The $93 million park will be situated on the east side of downtown, directly west of the George R. Brown Convention Center. It will include a large pond, gardens, recreation fields, an amphitheater, walking trails and a restaurant.
"We think of this space, it will be an absolute, complete transformation. This is going to be a destination park but I think in addition to that, what people may not realize is a whole new district of downtown is going to grow up around this. We already have one residential highrise project that's ready to break ground in January. There's rumors of another project that's on the drawing boards. We're very, very excited about being in the middle of a new district."
Downtown Park Conservancy Chairman Nancy Kinder, who has helped raise more than $50 million for Discovery Green, says Houston needed a downtown park.
"The beauty about this is that it's an urban park. Every other city has an urban park, Central Park, Chicago, everyone has one. We didn't. So for the residents who live downtown and for the people who work downtown, this is great."
Construction on Discovery Green is starting this week, with completion set for early 2008. Central Houston President Bob Eury says the park will be a destination instead of just a part of the cityscape.

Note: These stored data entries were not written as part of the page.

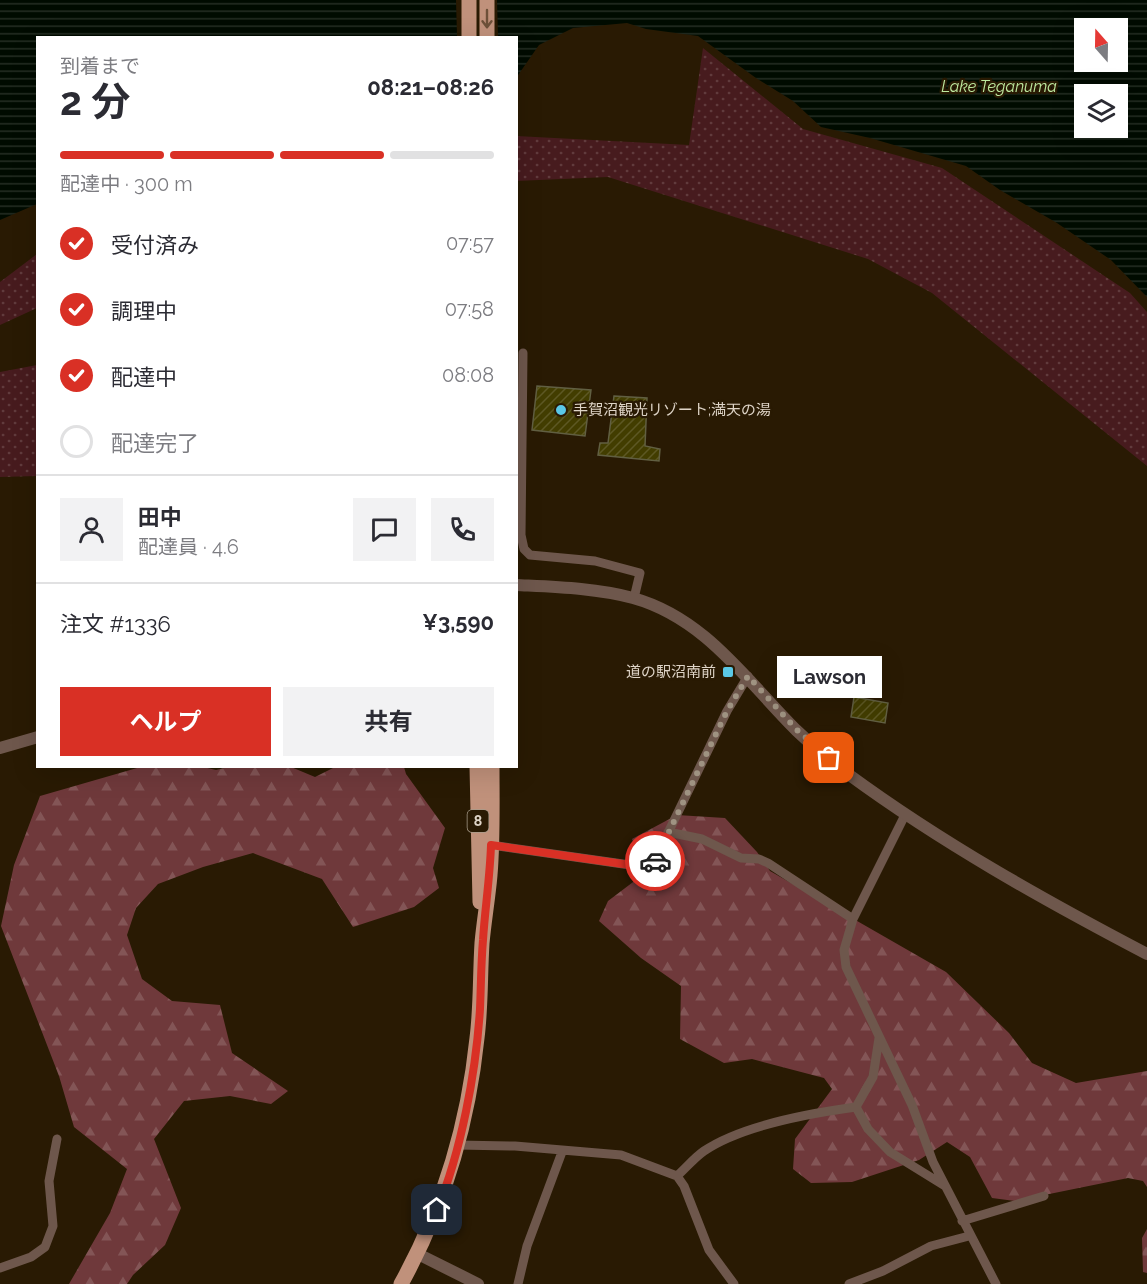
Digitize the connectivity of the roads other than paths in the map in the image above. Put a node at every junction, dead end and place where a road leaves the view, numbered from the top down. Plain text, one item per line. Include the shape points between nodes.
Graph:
1 (469, 0) edge
2 (487, 0) edge
3 (469, 36) edge
4 (487, 36) edge
5 (523, 353) dead end
6 (518, 585) edge
7 (634, 598) junction
8 (748, 676) junction
9 (36, 738) edge
10 (0, 748) edge
11 (477, 768) edge
12 (492, 768) edge
13 (905, 814) junction
14 (668, 832) junction
15 (491, 845) junction
16 (853, 919) junction
17 (482, 941) junction
18 (1147, 954) edge
19 (879, 1037) junction
20 (856, 1107) junction
21 (57, 1139) dead end
22 (457, 1145) junction
23 (562, 1152) junction
24 (677, 1176) junction
25 (945, 1186) junction
26 (1044, 1196) dead end
27 (962, 1221) junction
28 (969, 1236) junction
29 (417, 1254) junction
30 (0, 1268) edge
31 (401, 1284) edge
32 (478, 1284) edge
33 (518, 1284) edge
34 (734, 1284) edge
35 (849, 1284) edge
36 (996, 1284) edge

1 - 3 main road
2 -> 4 main road
5 - 7 street via 524,549 530,555 595,561 640,573
6 - 7 street via 596,590
7 - 8 street via 681,618
8 - 13 street via 797,730 845,772
8 - 14 street
9 - 10 street
11 - 17 main road, 8
12 - 15 main road, 8
13 - 16 street
13 - 18 street via 1065,911
14 - 15 street via 651,868
14 - 16 street via 702,839 741,858 768,863
15 - 17 main road, 8
16 - 19 street via 844,950 846,967
17 - 22 main road, 8 via 477,1040
19 - 20 street via 873,1077
19 - 25 street
20 - 24 street via 791,1119 732,1137 704,1151
20 - 25 street via 868,1129 890,1152
21 - 30 street via 48,1181 53,1226 45,1248
22 - 23 street
22 - 29 main road, 8 via 443,1195
23 - 24 street via 621,1155
23 - 33 street via 527,1246
24 - 34 street via 709,1250
25 - 27 street
26 - 27 street
27 - 28 street
28 - 35 street via 931,1246
28 - 36 street
29 - 31 main road, 8
29 - 32 street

"I think the difference here is in many cases we have public squares in downtown and of course we have the bayou, which is wonderful, but the bayou serves in many ways as a linear, green connector you know. What this is, this really is a place and it's really meant to be a place, a place that's perpetually active, a place that you can come for so many different reasons, and so you'll be there sort of again, again and again."
The city is expected to contribute $750,000 a year for operations and upkeep once Discovery Green is complete. The rest of the operational costs will come from money raised by the Downtown Park Conservancy.